(Par Sylvie)
Depuis que le Maupiti Express a fait faillite, la plus inaccessible et la moins visitée des îles Sous le Vent est encore plus isolée de ses sœurs de l’archipel et en pénurie chronique. Contrairement à Bora – son ennemie historique- qui se trouve à une trentaine de milles, elle a refusé le tourisme de luxe. Elle a voulu garder son âme simple et paisible, ne développant l’hôtellerie que sous la forme de petites pensions de familles, installées sur les motu ou sur la longue langue blanche d’une plage de cinéma.
De loin, Maupiti ressemble à un château de sable écroulé, mais en s’approchant, on découvre une forteresse naturelle, née d’une vieille roche volcanique recouverte en bonne partie de végétation. Lui restent comme des murs d’enceinte et, en guise de tour de garde, un imposant pain de sucre qui surplombe la passe. C’est qu’on n’entre pas sans autre dans le petit lagon émeraude de Maupiti.
Il faut être vigilant pour s’enfiler dans l’étroit goulet de la passe : la houle ici peut s’avérer despotique. Si elle vous laisse pénétrer dans les eaux calmes, il n’est pas dit qu’elle vous laissera en sortir quand bon vous semble. Remarquez que ce n’est pas la pire des choses qui puisse vous arriver, de rester prisonnier à Maupiti. Car outre les raies manta, le lagon abrite un millier d’habitants qui vous font volontiers la causette.
Rien de tel que de gravir le Mont Teurafaatiu et ses 350 m d’altitude pour prendre la dimension du « royaume ».

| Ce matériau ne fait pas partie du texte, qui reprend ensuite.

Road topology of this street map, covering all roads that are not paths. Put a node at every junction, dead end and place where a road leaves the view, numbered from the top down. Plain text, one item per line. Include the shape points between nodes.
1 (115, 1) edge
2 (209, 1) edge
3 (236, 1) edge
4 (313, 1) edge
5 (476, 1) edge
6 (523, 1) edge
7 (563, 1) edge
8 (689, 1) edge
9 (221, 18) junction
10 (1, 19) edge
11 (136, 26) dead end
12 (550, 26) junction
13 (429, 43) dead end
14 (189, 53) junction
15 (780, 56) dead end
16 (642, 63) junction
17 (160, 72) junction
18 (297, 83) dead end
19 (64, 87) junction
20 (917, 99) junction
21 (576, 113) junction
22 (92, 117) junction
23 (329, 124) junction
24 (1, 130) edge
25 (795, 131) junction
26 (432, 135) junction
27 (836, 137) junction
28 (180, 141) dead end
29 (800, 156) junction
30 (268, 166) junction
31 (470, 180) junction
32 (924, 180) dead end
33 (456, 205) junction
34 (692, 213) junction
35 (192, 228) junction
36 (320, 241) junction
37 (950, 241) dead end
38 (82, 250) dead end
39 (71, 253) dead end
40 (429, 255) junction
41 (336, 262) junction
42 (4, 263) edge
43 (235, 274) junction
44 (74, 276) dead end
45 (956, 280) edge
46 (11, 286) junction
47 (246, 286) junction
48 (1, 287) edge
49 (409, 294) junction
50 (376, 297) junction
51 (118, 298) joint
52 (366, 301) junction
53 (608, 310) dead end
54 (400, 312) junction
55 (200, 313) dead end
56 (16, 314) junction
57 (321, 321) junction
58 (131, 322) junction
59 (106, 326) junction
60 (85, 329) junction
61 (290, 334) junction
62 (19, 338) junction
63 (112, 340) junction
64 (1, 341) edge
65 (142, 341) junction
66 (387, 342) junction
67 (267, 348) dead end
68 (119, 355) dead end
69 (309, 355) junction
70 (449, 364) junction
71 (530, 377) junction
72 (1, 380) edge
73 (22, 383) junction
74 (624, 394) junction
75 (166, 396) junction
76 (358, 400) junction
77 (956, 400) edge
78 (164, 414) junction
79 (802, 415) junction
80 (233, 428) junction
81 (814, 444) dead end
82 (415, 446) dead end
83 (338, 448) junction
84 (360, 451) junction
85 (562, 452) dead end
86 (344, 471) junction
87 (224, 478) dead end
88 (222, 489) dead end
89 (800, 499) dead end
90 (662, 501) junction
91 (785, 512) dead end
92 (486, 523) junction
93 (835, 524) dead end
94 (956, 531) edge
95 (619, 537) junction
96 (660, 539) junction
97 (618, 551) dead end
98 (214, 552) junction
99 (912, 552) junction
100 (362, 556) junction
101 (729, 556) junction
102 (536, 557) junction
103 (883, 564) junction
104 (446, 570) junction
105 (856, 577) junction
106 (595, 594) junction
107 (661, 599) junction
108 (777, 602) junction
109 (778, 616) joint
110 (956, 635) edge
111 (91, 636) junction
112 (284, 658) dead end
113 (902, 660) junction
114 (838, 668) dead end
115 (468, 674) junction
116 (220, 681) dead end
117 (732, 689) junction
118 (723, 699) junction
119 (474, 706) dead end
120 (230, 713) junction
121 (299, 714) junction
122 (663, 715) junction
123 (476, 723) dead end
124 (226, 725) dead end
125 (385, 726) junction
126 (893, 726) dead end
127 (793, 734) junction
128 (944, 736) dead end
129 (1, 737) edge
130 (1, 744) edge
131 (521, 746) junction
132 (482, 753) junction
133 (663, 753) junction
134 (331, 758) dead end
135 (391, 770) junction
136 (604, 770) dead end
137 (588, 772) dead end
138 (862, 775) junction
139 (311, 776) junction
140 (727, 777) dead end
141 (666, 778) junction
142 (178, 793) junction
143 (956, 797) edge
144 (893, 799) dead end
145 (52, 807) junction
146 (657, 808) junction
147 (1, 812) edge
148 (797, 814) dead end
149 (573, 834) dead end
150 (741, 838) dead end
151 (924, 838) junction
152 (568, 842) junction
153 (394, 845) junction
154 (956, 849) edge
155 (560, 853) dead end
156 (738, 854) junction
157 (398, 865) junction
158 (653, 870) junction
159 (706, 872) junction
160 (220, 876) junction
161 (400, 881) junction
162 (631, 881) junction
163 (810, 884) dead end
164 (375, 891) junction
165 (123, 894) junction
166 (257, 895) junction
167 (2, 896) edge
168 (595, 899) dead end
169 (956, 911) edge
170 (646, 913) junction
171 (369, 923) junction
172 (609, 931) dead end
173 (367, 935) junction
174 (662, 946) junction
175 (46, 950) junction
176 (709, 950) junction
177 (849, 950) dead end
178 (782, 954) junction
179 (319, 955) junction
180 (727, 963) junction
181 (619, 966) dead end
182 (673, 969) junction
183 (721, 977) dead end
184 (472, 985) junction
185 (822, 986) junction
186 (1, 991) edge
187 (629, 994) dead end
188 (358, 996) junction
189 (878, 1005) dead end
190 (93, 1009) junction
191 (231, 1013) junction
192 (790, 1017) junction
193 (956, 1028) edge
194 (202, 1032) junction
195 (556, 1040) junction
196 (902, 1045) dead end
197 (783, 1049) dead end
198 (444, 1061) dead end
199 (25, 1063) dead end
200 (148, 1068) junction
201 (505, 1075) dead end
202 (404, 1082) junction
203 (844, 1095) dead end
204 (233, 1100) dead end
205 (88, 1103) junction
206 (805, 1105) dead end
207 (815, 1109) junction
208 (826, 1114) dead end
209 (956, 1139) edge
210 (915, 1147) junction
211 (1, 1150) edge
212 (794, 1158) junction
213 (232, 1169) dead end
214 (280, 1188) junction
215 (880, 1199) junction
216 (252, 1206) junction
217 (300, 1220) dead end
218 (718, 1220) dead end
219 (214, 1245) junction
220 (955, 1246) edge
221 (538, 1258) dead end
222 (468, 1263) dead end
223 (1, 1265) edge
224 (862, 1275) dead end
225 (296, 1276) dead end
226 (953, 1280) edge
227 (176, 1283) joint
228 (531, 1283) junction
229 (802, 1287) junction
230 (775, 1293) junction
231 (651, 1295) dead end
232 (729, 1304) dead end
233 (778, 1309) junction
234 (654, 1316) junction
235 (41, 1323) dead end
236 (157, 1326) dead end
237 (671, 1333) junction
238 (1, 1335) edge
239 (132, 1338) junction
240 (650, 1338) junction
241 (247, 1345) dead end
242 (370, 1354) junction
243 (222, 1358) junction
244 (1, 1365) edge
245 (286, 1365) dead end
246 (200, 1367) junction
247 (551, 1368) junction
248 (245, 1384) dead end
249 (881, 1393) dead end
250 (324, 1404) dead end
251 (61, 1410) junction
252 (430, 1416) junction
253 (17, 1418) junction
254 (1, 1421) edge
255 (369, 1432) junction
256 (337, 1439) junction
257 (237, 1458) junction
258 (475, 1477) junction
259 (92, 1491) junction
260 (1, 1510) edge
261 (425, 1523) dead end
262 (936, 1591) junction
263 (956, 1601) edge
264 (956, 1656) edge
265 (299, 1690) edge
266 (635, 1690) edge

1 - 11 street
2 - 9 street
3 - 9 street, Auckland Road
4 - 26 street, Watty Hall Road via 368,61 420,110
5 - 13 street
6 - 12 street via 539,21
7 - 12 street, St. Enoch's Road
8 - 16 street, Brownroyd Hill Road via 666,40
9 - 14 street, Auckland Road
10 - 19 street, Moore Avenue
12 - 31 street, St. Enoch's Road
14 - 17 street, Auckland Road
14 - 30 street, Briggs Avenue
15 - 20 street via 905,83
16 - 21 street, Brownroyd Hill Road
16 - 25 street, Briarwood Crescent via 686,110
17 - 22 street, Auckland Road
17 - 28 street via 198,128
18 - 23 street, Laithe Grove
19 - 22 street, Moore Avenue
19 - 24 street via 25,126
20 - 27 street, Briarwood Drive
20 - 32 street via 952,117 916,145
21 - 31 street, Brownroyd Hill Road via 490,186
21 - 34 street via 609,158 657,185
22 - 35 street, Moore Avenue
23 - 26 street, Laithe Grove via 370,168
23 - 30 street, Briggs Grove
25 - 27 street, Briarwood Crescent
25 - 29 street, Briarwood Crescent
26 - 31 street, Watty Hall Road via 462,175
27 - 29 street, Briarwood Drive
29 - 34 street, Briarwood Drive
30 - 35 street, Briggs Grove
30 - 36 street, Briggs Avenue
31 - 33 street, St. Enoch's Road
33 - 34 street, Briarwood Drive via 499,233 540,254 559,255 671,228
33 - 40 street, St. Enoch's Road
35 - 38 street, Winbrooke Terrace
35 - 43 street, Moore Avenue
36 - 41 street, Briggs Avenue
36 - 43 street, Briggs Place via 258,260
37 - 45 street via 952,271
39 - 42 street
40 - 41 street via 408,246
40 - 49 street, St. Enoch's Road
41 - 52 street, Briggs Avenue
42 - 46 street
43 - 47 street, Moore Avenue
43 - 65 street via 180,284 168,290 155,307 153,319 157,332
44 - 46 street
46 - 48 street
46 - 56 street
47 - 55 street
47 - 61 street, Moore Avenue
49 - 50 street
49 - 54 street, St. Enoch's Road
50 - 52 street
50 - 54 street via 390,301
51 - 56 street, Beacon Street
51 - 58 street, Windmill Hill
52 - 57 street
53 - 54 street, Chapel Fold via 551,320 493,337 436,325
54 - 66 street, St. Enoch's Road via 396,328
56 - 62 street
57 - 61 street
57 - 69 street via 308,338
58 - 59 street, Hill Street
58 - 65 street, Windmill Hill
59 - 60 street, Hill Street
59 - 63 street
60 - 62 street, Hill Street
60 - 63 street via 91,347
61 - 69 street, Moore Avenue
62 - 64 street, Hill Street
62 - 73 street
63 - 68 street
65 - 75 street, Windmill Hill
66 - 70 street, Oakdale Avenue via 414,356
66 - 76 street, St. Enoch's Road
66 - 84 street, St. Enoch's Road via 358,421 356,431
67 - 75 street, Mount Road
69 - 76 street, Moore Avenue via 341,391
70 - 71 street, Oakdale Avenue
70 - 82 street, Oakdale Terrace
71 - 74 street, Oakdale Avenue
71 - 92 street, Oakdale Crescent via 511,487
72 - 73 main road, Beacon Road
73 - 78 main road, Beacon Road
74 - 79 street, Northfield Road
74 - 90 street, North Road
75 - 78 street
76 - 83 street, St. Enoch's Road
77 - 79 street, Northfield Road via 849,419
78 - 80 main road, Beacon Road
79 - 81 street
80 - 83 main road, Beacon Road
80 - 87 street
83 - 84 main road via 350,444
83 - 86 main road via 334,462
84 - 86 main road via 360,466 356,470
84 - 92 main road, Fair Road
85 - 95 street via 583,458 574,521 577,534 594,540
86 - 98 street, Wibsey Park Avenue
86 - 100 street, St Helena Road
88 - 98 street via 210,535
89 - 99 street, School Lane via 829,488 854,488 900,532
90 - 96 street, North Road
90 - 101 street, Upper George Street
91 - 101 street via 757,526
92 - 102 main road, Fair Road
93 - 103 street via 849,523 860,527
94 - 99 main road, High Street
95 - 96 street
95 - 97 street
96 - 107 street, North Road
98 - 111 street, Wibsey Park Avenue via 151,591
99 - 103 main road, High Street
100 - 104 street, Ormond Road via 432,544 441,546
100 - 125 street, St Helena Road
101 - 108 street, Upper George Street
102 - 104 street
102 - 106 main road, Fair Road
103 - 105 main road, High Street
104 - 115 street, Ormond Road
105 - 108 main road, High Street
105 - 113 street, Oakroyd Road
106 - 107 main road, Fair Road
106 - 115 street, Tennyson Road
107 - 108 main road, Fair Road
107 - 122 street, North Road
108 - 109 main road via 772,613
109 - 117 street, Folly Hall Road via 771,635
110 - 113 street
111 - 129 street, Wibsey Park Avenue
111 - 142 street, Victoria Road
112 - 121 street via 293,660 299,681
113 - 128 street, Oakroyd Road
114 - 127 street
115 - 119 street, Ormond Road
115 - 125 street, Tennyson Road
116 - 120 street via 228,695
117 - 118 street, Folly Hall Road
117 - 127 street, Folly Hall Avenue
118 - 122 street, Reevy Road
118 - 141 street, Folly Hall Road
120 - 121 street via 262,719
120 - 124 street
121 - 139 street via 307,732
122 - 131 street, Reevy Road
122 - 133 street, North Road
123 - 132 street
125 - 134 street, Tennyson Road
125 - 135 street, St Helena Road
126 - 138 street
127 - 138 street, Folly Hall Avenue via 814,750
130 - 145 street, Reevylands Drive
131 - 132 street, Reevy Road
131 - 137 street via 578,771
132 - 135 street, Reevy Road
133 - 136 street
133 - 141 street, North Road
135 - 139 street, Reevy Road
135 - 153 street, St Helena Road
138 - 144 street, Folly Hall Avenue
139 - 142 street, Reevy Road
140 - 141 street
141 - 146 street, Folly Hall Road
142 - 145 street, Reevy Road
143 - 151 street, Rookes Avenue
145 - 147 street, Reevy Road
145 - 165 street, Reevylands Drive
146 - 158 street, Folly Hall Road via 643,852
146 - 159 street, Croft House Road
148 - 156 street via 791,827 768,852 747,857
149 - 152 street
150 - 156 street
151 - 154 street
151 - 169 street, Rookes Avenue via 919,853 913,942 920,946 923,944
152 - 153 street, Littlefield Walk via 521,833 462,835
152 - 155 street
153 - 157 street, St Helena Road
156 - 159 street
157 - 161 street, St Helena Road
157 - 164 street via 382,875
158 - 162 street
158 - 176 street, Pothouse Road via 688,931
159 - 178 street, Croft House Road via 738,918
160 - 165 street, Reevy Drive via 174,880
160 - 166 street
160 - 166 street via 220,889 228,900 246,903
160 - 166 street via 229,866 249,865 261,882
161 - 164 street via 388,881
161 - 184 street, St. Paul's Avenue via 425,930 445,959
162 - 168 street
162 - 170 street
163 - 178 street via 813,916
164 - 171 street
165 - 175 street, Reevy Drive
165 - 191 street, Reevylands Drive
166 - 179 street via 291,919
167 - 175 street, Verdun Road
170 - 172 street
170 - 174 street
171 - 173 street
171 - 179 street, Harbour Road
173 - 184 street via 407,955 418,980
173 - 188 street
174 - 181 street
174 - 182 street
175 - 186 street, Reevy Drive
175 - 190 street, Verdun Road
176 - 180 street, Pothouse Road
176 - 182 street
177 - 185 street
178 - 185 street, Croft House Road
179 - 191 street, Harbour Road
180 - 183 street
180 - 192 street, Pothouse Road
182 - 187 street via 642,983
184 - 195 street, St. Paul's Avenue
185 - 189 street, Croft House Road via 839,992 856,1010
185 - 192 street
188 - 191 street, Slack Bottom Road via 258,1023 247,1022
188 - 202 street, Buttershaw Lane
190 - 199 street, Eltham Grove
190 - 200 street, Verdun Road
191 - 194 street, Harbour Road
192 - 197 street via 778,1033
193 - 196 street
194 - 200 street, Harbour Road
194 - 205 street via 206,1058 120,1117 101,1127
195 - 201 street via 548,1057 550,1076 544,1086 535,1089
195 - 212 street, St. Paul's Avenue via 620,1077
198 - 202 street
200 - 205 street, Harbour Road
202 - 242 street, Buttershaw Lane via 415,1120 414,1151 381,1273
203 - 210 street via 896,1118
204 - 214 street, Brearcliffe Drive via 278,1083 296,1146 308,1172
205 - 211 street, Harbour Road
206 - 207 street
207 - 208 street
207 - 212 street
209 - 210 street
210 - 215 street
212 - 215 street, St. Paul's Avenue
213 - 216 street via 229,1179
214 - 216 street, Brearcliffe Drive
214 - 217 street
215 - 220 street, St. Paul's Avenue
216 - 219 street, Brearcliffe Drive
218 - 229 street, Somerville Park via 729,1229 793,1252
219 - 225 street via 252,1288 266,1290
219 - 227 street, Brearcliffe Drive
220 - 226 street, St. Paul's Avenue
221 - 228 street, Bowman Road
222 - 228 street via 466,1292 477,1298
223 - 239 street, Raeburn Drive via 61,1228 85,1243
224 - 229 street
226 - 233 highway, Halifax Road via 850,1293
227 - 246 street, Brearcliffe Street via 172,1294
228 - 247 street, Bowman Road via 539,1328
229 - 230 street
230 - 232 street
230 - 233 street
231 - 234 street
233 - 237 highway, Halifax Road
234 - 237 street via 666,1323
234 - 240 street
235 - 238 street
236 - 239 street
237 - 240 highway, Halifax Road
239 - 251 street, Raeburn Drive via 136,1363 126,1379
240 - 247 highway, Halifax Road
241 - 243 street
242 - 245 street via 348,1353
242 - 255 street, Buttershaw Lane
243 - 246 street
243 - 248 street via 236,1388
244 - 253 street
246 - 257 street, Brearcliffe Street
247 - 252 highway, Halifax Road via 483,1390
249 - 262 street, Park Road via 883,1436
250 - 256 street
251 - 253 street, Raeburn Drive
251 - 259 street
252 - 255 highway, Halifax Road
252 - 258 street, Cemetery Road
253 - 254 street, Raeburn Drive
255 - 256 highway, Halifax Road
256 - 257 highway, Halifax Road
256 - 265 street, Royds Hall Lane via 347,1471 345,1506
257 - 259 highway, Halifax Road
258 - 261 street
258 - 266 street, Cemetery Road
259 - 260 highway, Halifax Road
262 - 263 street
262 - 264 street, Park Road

Vu les dimensions de l’île (11 km) on peut facilement en faire le tour à pied ou à vélo, en passant devant les deux rangées de petites maisons qui, dos à la montagne, bordent l’unique route. Sans doute étaient-elles plus authentiques, avant le passage du cyclone Osea, en 1997. N’empêche, elles sont avenantes et toujours entourées de jardins dans desquels toute l’ascendance familiale repose en paix. Qu’importe si leurs tombes (parfois mausolées recouverts d’un toit) occupent la presque totalité du terrain, qu’importe si les enfants jouent dessus ou si l’on s’en sert comme cabane à outil. Les morts squatteront pour l’éternité la terre où ils ont vécu et qu’ils ont laissée à leurs descendants. Ils demeurent parmi les vivants et la cohabitation va de soi. « Jamais sans mes aïeux » ! Pour les Polynésiens c’est une garantie de protection.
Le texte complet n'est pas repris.